Her şey önce kendini tanımakla başlar. Bu sözü birçok kez duymuş olabiliriz. Önemli olan ise bu sözü duyduktan sonra nasıl harekete geçtiğimiz ve hangi eylemleri gerçekleştirdiğimizdir. Çünkü kendini, hayallerini, hedeflerini, yeteneklerini ve yapabildiklerinin farkına varamayan insan başkalarının gözünde nasıl göründüğü ile yönetilir. Buda hayatın geneline baktığımızda ise yaşamaktan mutlu olmadığımız bir hayat karşımıza çıkmaktadır. Aslında hayat basit formüllerin bütünüdür. Burada önemli olan ise o basit formülleri doğru okuyup yerinde uygulayabilmektir. Peki insan kendini nasıl tanır. Aslında bir insanı herkes tanır ama insanı en iyi kendisi tanır. Kendini tanıma sürecinde en iyi yol arkadaşın bir kağıt ve bir kalem olmalı. Kendisini yazarak başlamalı insan.
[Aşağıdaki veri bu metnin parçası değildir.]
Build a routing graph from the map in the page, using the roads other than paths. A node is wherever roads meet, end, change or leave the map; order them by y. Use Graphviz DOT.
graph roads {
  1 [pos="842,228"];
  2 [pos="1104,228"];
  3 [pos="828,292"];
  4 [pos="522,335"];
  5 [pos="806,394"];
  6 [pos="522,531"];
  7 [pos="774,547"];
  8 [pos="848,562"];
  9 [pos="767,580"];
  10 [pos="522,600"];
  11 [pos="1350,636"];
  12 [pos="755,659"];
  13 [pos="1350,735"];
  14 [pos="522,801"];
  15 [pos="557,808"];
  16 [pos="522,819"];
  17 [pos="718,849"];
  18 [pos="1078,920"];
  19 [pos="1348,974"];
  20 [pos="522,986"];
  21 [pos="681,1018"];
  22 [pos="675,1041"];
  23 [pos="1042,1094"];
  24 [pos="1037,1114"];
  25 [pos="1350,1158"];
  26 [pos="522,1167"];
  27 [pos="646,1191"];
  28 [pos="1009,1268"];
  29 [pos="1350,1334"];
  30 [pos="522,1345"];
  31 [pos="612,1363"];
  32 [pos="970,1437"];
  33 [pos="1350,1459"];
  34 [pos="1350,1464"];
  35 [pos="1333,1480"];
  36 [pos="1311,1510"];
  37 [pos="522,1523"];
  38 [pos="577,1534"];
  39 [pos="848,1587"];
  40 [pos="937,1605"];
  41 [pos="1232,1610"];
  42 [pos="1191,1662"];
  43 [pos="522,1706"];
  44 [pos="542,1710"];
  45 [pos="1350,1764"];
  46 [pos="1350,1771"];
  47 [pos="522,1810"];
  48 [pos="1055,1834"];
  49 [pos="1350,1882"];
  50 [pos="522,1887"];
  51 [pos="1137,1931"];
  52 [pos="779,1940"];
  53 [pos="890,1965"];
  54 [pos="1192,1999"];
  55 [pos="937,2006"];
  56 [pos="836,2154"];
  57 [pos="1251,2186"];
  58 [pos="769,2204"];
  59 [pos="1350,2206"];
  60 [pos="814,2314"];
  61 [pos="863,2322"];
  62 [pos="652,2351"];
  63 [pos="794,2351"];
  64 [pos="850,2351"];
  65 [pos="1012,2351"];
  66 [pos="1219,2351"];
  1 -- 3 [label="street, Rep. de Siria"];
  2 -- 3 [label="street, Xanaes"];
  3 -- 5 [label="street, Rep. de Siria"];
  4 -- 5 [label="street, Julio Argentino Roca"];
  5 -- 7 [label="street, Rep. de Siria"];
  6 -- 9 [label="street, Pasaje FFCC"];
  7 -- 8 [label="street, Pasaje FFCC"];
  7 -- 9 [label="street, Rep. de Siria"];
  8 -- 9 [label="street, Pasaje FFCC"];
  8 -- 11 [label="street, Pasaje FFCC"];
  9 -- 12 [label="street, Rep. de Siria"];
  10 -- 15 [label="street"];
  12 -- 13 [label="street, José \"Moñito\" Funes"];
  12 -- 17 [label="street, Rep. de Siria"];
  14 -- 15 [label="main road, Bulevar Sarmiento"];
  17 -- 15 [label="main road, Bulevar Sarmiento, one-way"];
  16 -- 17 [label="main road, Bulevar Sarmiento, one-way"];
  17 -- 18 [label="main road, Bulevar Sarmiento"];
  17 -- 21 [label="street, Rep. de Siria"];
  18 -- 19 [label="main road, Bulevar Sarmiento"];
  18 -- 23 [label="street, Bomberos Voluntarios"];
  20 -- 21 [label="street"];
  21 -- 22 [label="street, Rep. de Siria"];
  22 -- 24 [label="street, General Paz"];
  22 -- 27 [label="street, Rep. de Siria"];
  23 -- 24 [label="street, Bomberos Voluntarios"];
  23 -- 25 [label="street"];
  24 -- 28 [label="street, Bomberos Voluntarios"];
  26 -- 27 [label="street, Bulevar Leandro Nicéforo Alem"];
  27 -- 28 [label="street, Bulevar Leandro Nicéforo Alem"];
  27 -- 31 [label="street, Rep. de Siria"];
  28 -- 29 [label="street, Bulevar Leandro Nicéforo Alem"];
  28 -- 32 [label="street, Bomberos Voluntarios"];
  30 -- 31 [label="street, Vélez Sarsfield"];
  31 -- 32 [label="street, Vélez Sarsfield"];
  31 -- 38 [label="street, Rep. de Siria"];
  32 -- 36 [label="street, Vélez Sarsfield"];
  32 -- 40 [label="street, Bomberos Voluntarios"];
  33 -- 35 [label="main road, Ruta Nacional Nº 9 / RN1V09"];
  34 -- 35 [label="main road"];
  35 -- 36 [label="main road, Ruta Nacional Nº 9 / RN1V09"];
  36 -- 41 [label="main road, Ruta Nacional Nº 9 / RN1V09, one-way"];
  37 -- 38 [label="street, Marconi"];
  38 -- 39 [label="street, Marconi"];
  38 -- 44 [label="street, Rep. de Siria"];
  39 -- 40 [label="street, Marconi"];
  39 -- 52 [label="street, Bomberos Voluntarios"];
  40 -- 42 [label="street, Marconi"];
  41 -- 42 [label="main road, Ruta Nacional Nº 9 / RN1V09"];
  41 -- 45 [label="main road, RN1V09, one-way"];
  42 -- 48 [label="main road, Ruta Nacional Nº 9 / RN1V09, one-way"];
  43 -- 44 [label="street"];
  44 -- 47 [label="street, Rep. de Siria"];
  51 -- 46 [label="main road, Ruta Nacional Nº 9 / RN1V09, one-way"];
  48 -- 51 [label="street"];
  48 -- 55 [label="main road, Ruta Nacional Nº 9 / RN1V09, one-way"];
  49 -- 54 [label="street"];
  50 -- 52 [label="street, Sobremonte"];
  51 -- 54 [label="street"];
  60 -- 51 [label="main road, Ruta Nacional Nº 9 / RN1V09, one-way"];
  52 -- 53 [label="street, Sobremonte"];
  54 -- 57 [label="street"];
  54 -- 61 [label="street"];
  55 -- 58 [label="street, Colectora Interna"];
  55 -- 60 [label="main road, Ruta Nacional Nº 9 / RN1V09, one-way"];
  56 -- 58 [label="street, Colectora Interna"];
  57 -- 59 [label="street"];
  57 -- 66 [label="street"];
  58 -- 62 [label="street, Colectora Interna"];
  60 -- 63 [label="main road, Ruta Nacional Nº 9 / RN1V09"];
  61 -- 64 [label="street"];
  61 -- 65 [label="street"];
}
Yapmak istediklerini, yapmayı sevdiklerini, kırmızı çizgilerini, sevdiklerini, sevmediklerini kağıda dökmeli. Ve sonrada adımlara bölmeye başlamalı yapmak istediklerini. Akıllara her şeyi hemen yapmak istiyorum geldiğini de biliyorum. Bunun aslında imkansız olduğunu benden daha iyi bilende sizlersiniz. Onun için ayakları yere basan adımlarla ilerlemek her zaman iyidir. Kendisini tanımaya başlayan ve buna göre davranan insan artık kendisini yönetmeye hazır insandır. Öncesinden yapacaklarını planlayan ve bunu sürdürebilir hale getiren insan konumuna gelebildikten sonra engelleri aşmak eskisinden daha kolay hale gelecektir. Ve tabi ki de bunu başarabilen insana dışarıdan gelecek ilk tepki ise değiştin sen, sana bir şeyler olmuş, eskiden böyle değildin sen tenkitleridir. Oysa ki en sen onların tam istediği gibi, istedikleri şeyi rahatlıkla yaptırabilecekleri, kısaca yönetebilecekleri biriyken birden hayatını yönetmeye başlayan ve kendi hedefleri için mücadele eden kısacası hayatını yönetebilen bir sen olacaksın.
Asıl hayatın keyfine yönetebildiğin zaman varacaksın. Bunu nerden mi biliyorum. Hayatını yönetebilmeyi başaran onlarca kişinin ağzından duyduğum için gönül rahatlığı ile söyleyebilirim.
Haydi gelin biraz da madalyonun öbür tarafına bakalım. Karşı kıyıda neler oluyor neler bitiyor farkına beraber varalım. Sonra da oturup hangisi daha iyi birlikte karar verelim. Hayatını kendin yönetemediği düşün. Sürekli senin adına başkalarının karar verdiğini. Yapmak istediğin ya da istemediğin her şey başka biri ya da birilerinin iki dudağı arasından çıkacak sözlere bağlı olacak, onların kararlarına göre hareket edeceksin. Daha bu kadar kısımda bile nasılda sıkıcı geldi. İstediği şeyi yapamayan ve başkasının hareketlerine göre yaşamına devam eden kişinin penceresinden baktığımızda sürekli başka yerden gelecek haberi takip ederek ve ona göre hayatı dizayn etmek bana göre erken yaşlanmanın ve hayattan keyif anlamadan yaşamanın en temel sebebidir. Bu yolu tercih etmek tabi ki de insanın kendi tercihidir. Ama işin kolay yanı varken zor yanını tercih etmekte olmaz diye düşünüyorum.
Sonuç olarak şunu net söylemek lazım herkes kendi hayatından mesuldür ve hayatı kendin yönetebildiğin sürece keyfine varabileceksin. Onun için gelin bugünden itibaren hayatımızı başkalarına göre değil kendimize göre yaşayalım.